The leader of the Senate, Mitch McConnell (Kentucky), blocked the minority leader’s proposal Charles schumer (New York), to approve the increase to $ 2,000 of the stimulus check to each American.

Although the Republican said that this issue will be addressed, he opposed the first attempt by Democrats to endorse the bill approved in the House of Representatives and supported by the president. Donald trump.

“There is a big difference between saying you support $ 2,000 checks and fighting to make it law.”Schumer said. “The House bill is the only way to deliver these stimulus packages before the end of the session. Will Republicans in the Senate oppose the House of Representatives, the Democratic majority in the Senate and the chairman of their own party to prevent these $ 2,000 checks from going forward?

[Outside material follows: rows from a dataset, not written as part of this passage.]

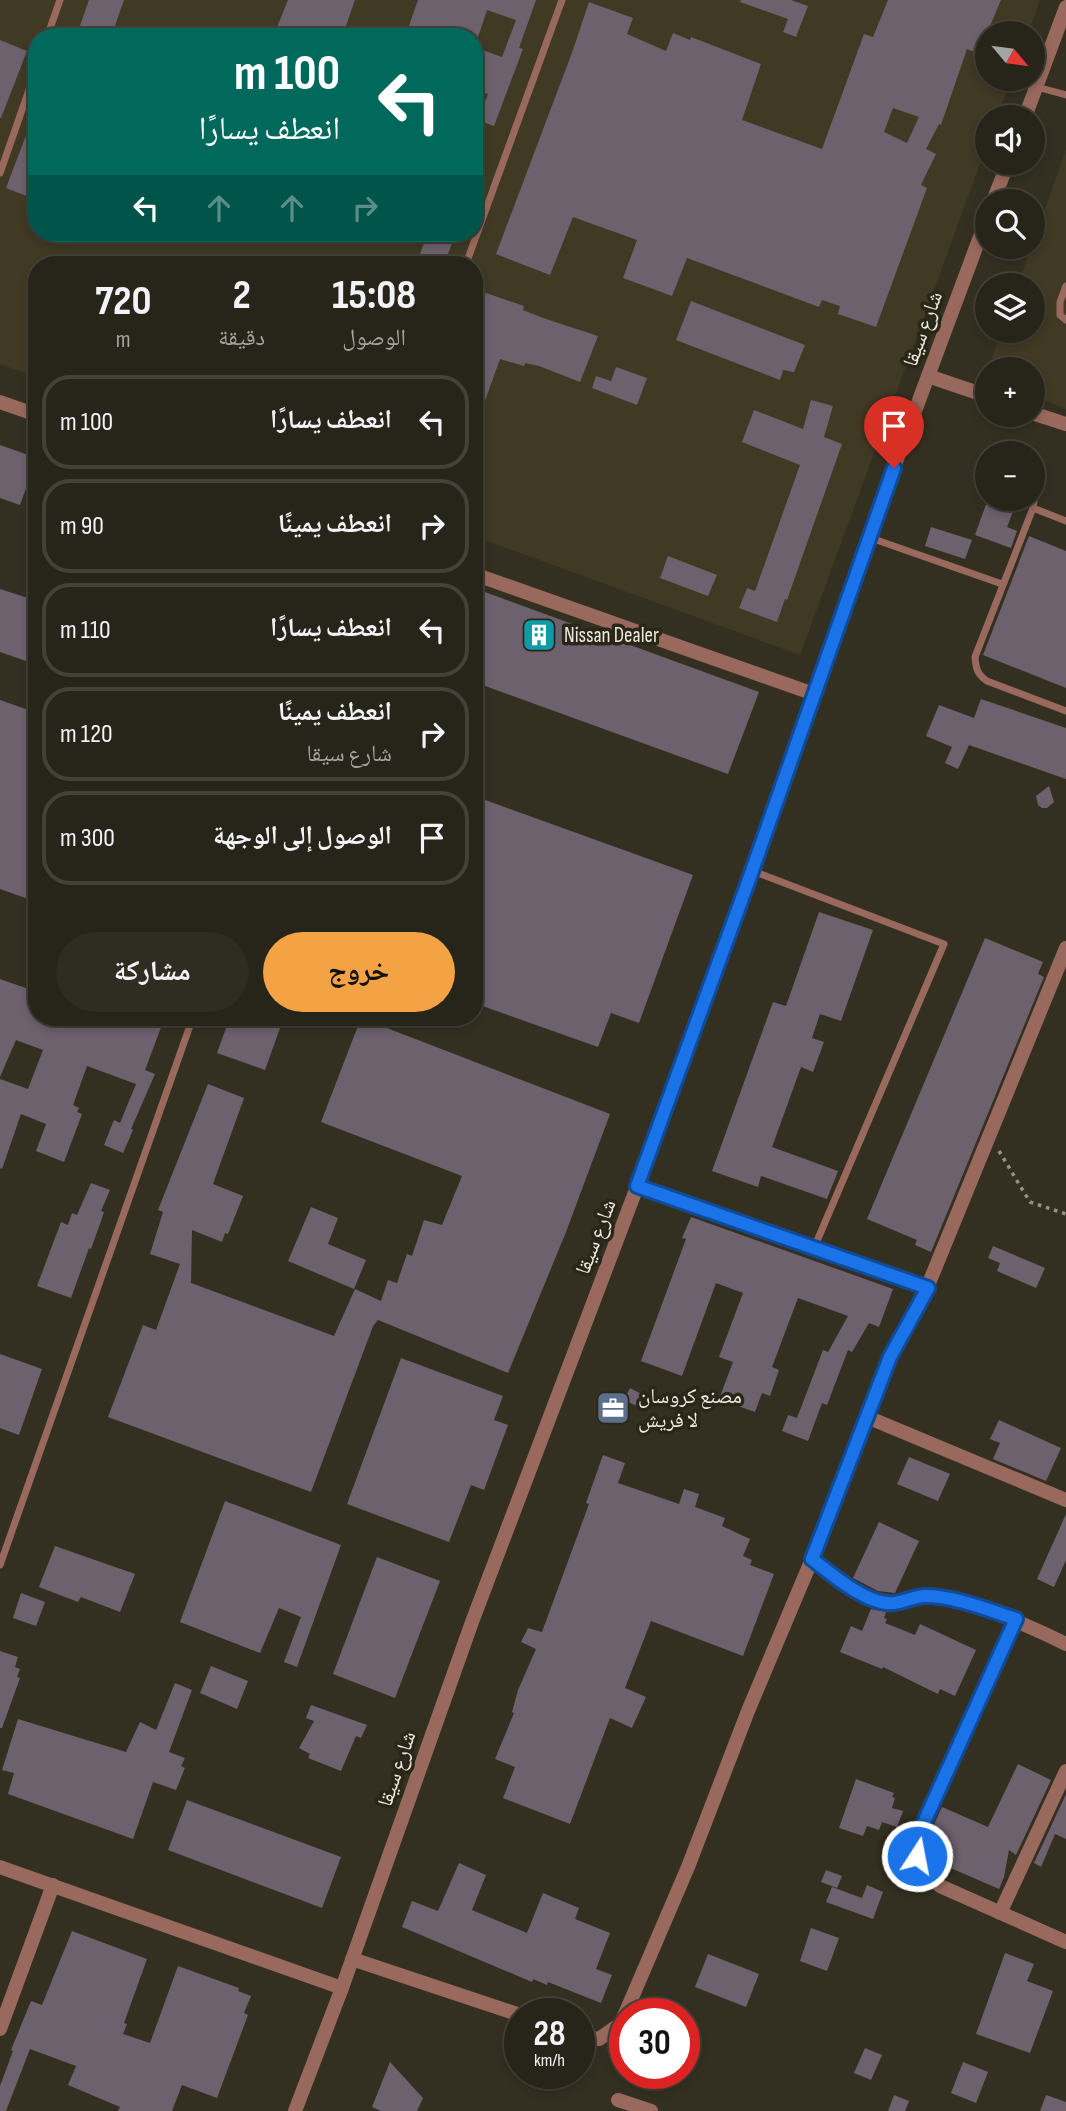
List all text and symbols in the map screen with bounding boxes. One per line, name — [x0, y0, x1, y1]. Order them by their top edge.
north arrow — [975, 21, 1045, 91]
map controls — [975, 21, 1045, 511]
text: 100 m — [234, 45, 340, 104]
icon: left — [364, 56, 455, 147]
button: sound — [975, 105, 1045, 175]
text: انعطف يسارًا — [199, 110, 340, 149]
icon: left — [127, 189, 165, 227]
icon: ahead — [200, 189, 238, 227]
icon: ahead — [273, 189, 311, 227]
icon: right — [346, 189, 384, 227]
button: search — [975, 189, 1045, 259]
text: 2 — [233, 270, 251, 321]
text: 15:08 — [332, 270, 416, 321]
button: layers — [975, 273, 1045, 343]
text: 720 — [95, 276, 151, 327]
street label: شارع سيقا — [898, 288, 948, 370]
text: دقيقة — [218, 324, 265, 352]
text: الوصول — [342, 324, 406, 352]
text: m — [116, 326, 131, 354]
button: + — [975, 357, 1045, 427]
pin — [864, 396, 924, 468]
icon: left — [413, 403, 451, 441]
text: انعطف يسارًا — [270, 405, 392, 436]
text: 100 m — [60, 407, 113, 438]
icon: arrive — [875, 407, 913, 445]
button: − — [975, 441, 1045, 511]
icon: right — [413, 507, 451, 545]
text: انعطف يمينًا — [278, 509, 392, 540]
text: 90 m — [60, 511, 104, 542]
icon: left — [413, 611, 451, 649]
text: انعطف يسارًا — [270, 613, 392, 644]
text: 110 m — [60, 615, 111, 646]
building icon: Nissan Dealer — [520, 616, 558, 654]
place label: Nissan Dealer — [564, 623, 659, 648]
text: انعطف يمينًا — [278, 697, 392, 728]
icon: right — [413, 715, 451, 753]
text: 120 m — [60, 719, 113, 750]
text: شارع سيقا — [306, 740, 392, 768]
icon: arrive — [413, 819, 451, 857]
text: الوصول إلى الوجهة — [213, 821, 392, 852]
text: 300 m — [60, 823, 115, 854]
button: مشاركة — [56, 932, 249, 1012]
button: خروج — [263, 932, 455, 1012]
street label: شارع سيقا — [570, 1196, 622, 1278]
place label: مصنع كروسان لا فريش — [638, 1384, 742, 1433]
office icon: مصنع كروسان لا فريش — [594, 1389, 632, 1427]
street label: شارع سيقا — [372, 1728, 422, 1810]
position arrow — [880, 1819, 954, 1893]
speed limit sign: 30 — [609, 1998, 700, 2089]
text: 28 — [534, 2013, 565, 2056]
text: km/h — [534, 2050, 565, 2071]

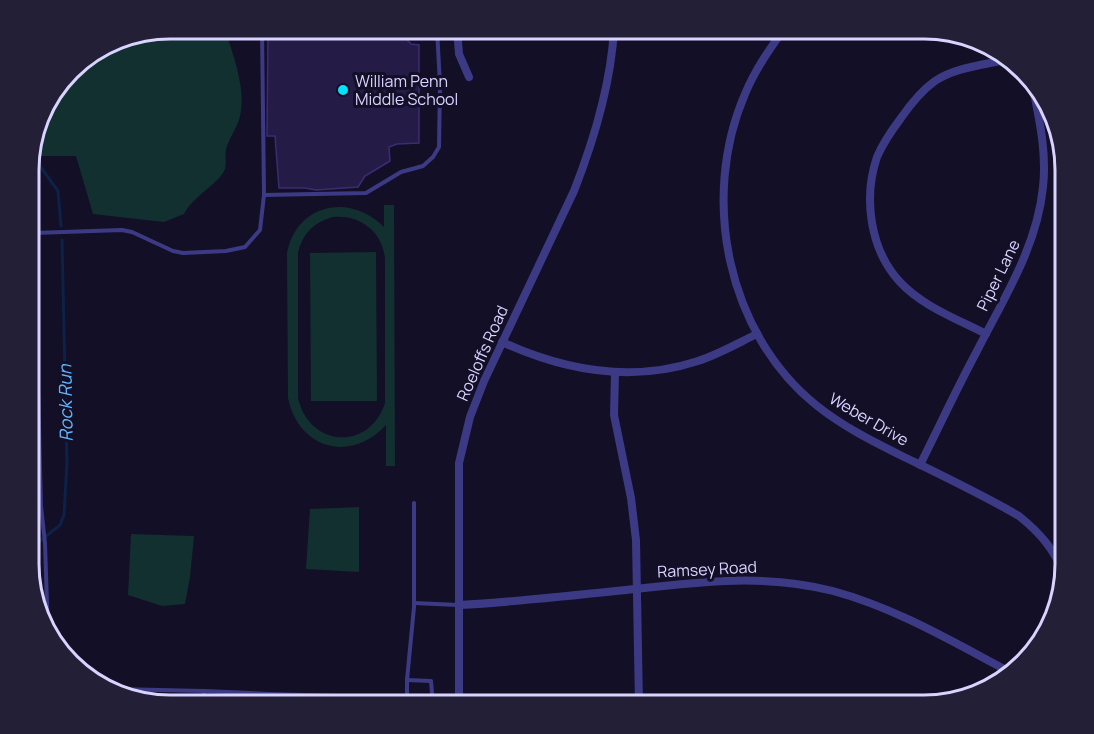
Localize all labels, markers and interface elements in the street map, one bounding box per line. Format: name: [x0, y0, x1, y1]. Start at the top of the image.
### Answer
place label: William Penn Middle School: [355, 70, 458, 110]
marker: William Penn Middle School: [336, 83, 350, 97]
street label: Piper Lane: [971, 236, 1025, 314]
street label: Roeloffs Road: [451, 302, 513, 404]
water label: Rock Run: [52, 363, 78, 442]
street label: Weber Drive: [825, 387, 913, 451]
street label: Ramsey Road: [657, 555, 757, 583]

McConnell responded to his opposition without giving reason.

The senator Bernie sanders (Vermont) also asked to pass the bill, but again the Republican leader objected.

McConnell said the stimulus payments plan would be considered, but alongside other demands by President Donald Trump, such as protections for tech companies.

“This week the Senate will begin a process to address these three priorities,” McConnell said.

In addition, the vote on President Trump’s veto of military funds is scheduled for this Wednesday, when the issue of the aid check could be a bargaining chip, as the Democrats advanced.

The senator Kirsten gillibrand (New York) also joined the approval of the aid increase and affirms that there are Republican senators who support the motion.

“Along with all Senate Democrats, several Republican senators support these emergency checks, which will provide a crucial lifeline for millions of American families,” he said. “Leader McConnell must end the obstruction and let the Senate vote to deliver this much-needed relief to American families.”